Ye didne get yer black eye off of me fannyheed. If it was me that was hitting you you would currently be lying in a shallow grave jist outside Forth village alang wea the rest of them. Must have been some ****y pape that hit you mate. You give huns a bad name
25% of British Muslims think killing cartoonists is ok http://www.telegraph.co.uk/news/rel...e-Hebdo-terrorists.-That-is-far-too-many.html Yet again I do not hate a whole group of people . You think dying peacefully of natural causes is no different from being brutally murdered by religious fanatics?
The reckless driver from Afghanistan that mowed down Australians was Muslim. That's 1. @HRH Custard VC @The Chaser are joint first as it stands.

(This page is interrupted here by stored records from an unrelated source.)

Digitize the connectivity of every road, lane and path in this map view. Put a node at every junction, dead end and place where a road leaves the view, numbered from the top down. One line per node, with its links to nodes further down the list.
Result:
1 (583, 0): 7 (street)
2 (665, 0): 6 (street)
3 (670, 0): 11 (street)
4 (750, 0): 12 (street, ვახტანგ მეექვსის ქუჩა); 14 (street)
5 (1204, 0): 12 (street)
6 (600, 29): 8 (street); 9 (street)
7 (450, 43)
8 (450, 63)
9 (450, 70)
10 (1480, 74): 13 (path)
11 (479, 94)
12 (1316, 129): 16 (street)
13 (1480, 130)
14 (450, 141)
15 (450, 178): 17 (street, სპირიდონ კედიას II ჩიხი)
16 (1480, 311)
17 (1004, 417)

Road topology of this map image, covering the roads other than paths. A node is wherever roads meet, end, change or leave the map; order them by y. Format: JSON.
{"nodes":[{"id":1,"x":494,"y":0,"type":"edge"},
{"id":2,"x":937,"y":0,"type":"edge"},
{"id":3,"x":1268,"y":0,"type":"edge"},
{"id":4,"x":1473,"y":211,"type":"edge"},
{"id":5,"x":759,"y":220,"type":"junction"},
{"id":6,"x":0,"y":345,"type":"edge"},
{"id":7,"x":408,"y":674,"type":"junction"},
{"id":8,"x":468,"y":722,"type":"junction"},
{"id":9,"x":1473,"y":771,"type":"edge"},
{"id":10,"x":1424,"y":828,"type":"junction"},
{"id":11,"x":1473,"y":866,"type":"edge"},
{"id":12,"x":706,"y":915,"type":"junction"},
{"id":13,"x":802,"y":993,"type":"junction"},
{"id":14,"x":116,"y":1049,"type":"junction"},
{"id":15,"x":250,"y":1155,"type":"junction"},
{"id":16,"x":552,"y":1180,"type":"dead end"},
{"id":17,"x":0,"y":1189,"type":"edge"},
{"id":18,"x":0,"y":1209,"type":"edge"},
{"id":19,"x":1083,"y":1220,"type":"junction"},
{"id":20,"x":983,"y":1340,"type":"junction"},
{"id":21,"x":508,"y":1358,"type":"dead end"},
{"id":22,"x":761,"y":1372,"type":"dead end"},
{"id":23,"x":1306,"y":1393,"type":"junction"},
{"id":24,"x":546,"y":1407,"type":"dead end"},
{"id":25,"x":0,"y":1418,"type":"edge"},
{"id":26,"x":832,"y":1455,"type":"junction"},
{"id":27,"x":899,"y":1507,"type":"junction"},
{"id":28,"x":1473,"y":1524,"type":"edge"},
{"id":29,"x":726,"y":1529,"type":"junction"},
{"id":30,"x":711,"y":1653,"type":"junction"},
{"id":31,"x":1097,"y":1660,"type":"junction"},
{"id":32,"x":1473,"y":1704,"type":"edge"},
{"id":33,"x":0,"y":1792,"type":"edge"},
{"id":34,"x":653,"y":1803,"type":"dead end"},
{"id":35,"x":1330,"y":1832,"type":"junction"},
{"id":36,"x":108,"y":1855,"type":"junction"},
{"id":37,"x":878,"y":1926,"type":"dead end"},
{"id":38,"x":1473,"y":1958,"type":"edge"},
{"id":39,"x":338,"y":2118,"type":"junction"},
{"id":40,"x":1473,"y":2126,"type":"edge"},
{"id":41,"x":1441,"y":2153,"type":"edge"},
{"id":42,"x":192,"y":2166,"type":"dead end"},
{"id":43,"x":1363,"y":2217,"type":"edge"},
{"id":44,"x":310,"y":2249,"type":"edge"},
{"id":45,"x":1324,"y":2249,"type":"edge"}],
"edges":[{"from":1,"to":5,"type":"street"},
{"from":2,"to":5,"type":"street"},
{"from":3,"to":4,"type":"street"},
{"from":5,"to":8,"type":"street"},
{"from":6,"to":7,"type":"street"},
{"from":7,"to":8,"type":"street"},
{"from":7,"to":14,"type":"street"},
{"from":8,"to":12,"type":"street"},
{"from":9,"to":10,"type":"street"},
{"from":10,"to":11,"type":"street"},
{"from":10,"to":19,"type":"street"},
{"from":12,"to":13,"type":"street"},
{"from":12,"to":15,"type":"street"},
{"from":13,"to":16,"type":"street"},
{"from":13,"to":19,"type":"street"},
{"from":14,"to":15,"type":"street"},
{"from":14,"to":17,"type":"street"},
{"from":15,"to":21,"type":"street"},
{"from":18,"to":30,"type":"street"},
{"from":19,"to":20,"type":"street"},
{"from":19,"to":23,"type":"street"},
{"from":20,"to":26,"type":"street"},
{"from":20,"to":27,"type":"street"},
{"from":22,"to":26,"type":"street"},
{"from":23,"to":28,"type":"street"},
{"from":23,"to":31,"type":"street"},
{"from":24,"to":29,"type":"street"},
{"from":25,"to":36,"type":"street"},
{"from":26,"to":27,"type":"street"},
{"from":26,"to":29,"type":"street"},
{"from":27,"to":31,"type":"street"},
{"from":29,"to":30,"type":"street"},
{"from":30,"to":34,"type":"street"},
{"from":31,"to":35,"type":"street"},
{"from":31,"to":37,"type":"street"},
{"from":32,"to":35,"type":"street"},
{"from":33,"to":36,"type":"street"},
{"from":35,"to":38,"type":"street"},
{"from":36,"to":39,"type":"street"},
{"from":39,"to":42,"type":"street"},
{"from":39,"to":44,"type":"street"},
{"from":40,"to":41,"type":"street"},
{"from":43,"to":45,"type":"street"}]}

1966; first and peak year for terrorism! My life f*****d up by you know who gobbing the Jules Rimet trophy and the toerags from the east end of Glasgow 'stealing' Willie Wallace for £30,000! The world did not return to equilibrium until a muggy evening in Leon in 1970 when Messrs. Beckenbauer, Seeler and Muller righted the wrong of 1966! 'Some might say' I am petty, childish, chippy and backward looking; they are of course correct but 'Baby, I don't care'!
The tagger needs to sort his spelling out. Kevin is too thick so I'm guessing it was someone quite drunk last night.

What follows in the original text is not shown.